Given information

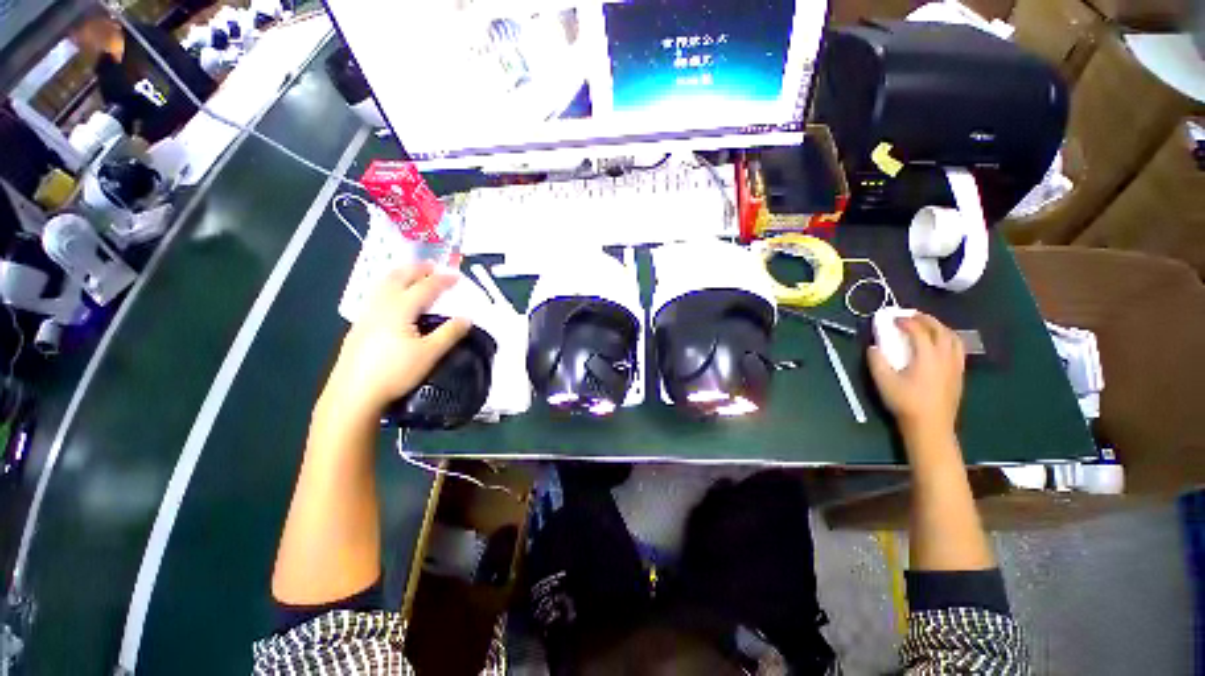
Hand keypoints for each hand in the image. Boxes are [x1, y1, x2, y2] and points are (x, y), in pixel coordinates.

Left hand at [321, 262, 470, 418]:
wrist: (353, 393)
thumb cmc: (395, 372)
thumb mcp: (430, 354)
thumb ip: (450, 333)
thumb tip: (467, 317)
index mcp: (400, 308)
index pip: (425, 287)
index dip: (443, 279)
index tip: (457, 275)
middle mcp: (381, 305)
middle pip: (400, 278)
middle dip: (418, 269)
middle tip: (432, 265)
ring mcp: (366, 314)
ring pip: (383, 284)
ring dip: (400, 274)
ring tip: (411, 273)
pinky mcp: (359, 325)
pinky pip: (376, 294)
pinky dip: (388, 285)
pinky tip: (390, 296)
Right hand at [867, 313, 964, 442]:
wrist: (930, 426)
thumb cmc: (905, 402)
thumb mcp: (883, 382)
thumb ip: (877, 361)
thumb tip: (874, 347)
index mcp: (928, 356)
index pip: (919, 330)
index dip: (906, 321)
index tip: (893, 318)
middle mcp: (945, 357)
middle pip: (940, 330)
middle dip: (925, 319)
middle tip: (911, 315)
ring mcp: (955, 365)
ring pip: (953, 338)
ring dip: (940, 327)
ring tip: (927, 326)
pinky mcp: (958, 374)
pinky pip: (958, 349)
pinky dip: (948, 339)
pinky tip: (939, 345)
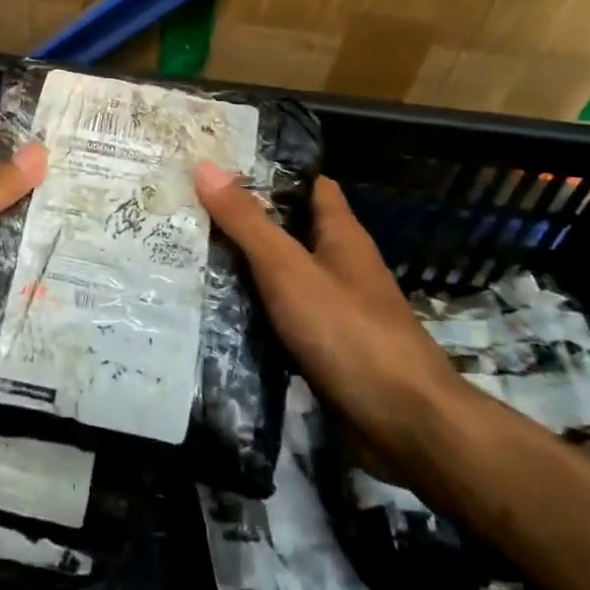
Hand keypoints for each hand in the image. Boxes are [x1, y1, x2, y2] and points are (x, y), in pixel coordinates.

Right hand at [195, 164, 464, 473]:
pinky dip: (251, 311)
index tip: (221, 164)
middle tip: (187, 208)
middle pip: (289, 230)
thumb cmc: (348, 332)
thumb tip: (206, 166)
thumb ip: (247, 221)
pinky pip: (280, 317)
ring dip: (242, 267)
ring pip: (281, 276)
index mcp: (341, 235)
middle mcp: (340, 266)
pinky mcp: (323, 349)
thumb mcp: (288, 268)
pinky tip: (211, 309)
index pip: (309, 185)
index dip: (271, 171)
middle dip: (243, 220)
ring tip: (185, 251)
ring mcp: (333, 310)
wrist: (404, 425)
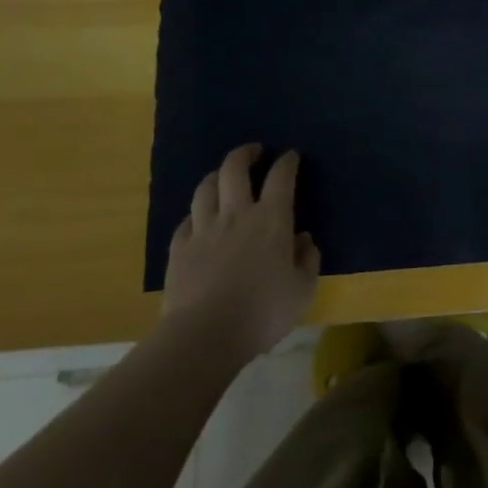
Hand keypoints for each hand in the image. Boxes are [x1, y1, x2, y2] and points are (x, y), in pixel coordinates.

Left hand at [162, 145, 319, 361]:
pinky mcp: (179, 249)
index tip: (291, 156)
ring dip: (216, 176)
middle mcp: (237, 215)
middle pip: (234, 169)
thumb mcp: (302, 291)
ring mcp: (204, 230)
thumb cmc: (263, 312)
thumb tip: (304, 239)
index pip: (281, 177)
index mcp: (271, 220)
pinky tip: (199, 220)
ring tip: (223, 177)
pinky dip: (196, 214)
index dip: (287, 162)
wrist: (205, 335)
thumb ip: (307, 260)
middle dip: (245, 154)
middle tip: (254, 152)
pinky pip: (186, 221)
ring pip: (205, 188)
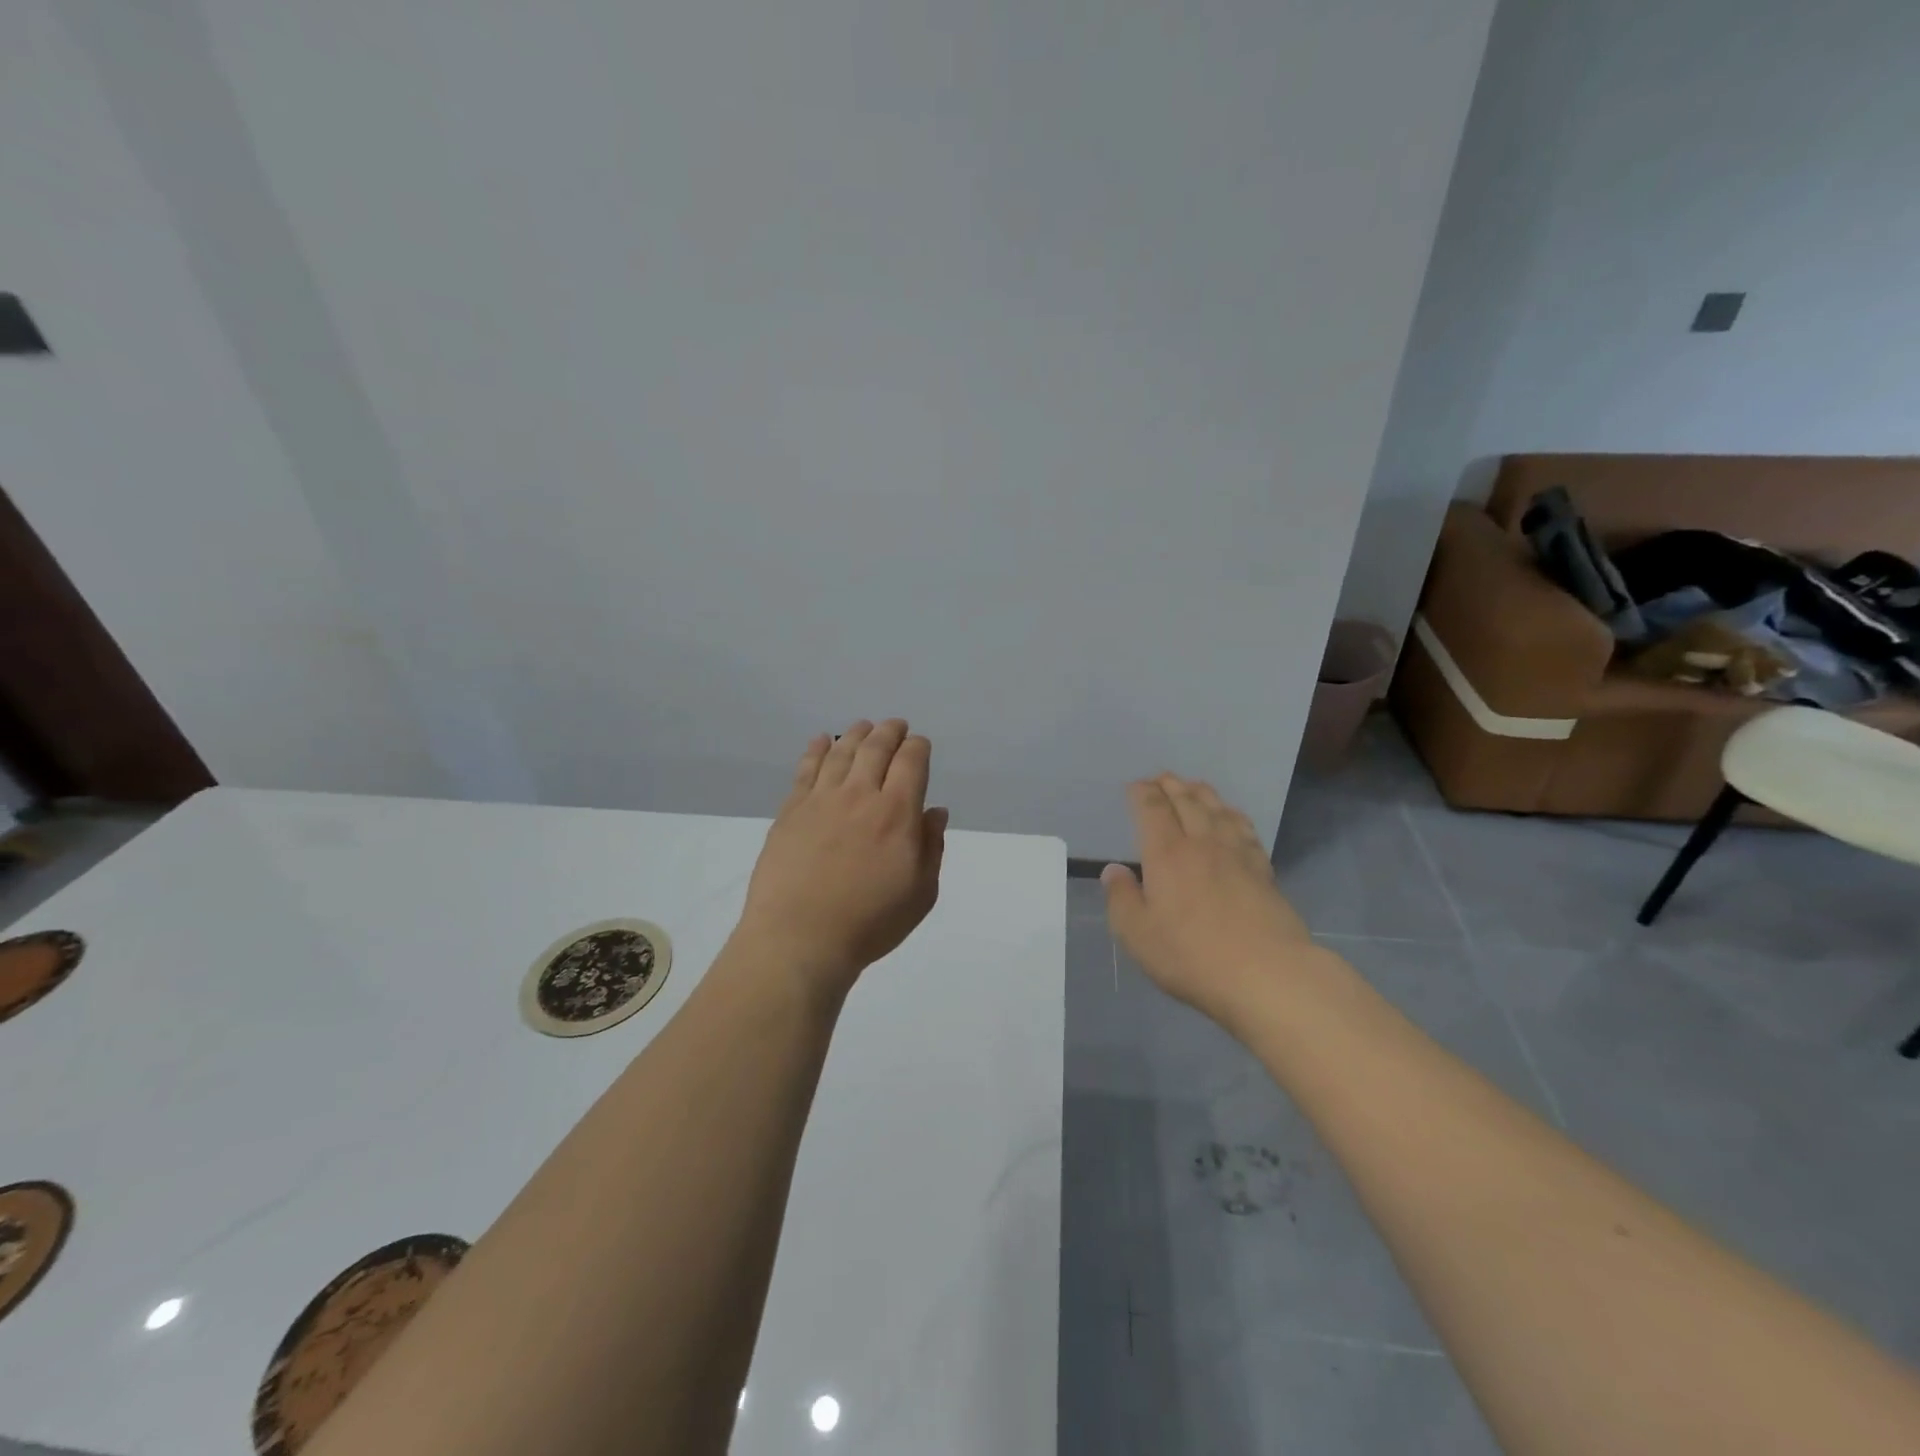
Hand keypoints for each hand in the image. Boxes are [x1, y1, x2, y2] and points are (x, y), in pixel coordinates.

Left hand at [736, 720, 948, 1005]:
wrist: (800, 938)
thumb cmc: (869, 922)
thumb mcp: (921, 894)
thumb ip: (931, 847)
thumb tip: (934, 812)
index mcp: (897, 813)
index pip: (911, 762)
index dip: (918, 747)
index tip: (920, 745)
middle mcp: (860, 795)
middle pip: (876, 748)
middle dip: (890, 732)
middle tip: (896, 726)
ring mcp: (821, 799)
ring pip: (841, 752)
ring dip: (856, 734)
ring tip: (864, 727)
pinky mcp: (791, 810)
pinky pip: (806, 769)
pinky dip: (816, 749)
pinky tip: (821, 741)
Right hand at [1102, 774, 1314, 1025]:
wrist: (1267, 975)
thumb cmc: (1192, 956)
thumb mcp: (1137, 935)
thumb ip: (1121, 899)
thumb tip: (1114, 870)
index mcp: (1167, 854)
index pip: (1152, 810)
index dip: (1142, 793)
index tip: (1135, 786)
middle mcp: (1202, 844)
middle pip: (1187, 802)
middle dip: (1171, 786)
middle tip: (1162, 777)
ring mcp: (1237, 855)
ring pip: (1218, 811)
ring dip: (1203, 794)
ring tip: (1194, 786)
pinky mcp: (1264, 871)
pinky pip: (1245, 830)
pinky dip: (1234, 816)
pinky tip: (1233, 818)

Aim of the exercise
Exact repeat, pictures omitted: give every line from the top of the records down to and including the line with "thumb mcp: (883, 382)".

Answer to the exercise
Hand keypoints for each hand in the image. Boxes are [x1, y1, x2, y2] and points are (x, y), in pixel coordinates.

Left hand at [321, 262, 470, 418]:
wrist: (353, 393)
thumb cmc: (395, 372)
thumb mcp: (430, 354)
thumb ip: (450, 333)
thumb tip: (467, 317)
index mcp: (400, 308)
index pip: (425, 287)
index dip: (443, 279)
index tip: (457, 275)
middle mcp: (381, 305)
middle pip: (400, 278)
middle dip: (418, 269)
middle tip: (432, 265)
ring mcp: (366, 314)
ring pip: (383, 284)
ring dip: (400, 274)
ring tip: (411, 273)
pinky mcp: (359, 325)
pinky pip: (376, 294)
pinky dip: (388, 285)
pinky tip: (390, 296)
Right hand at [867, 313, 964, 442]:
wrist: (930, 426)
thumb cmc: (905, 402)
thumb mcp: (883, 382)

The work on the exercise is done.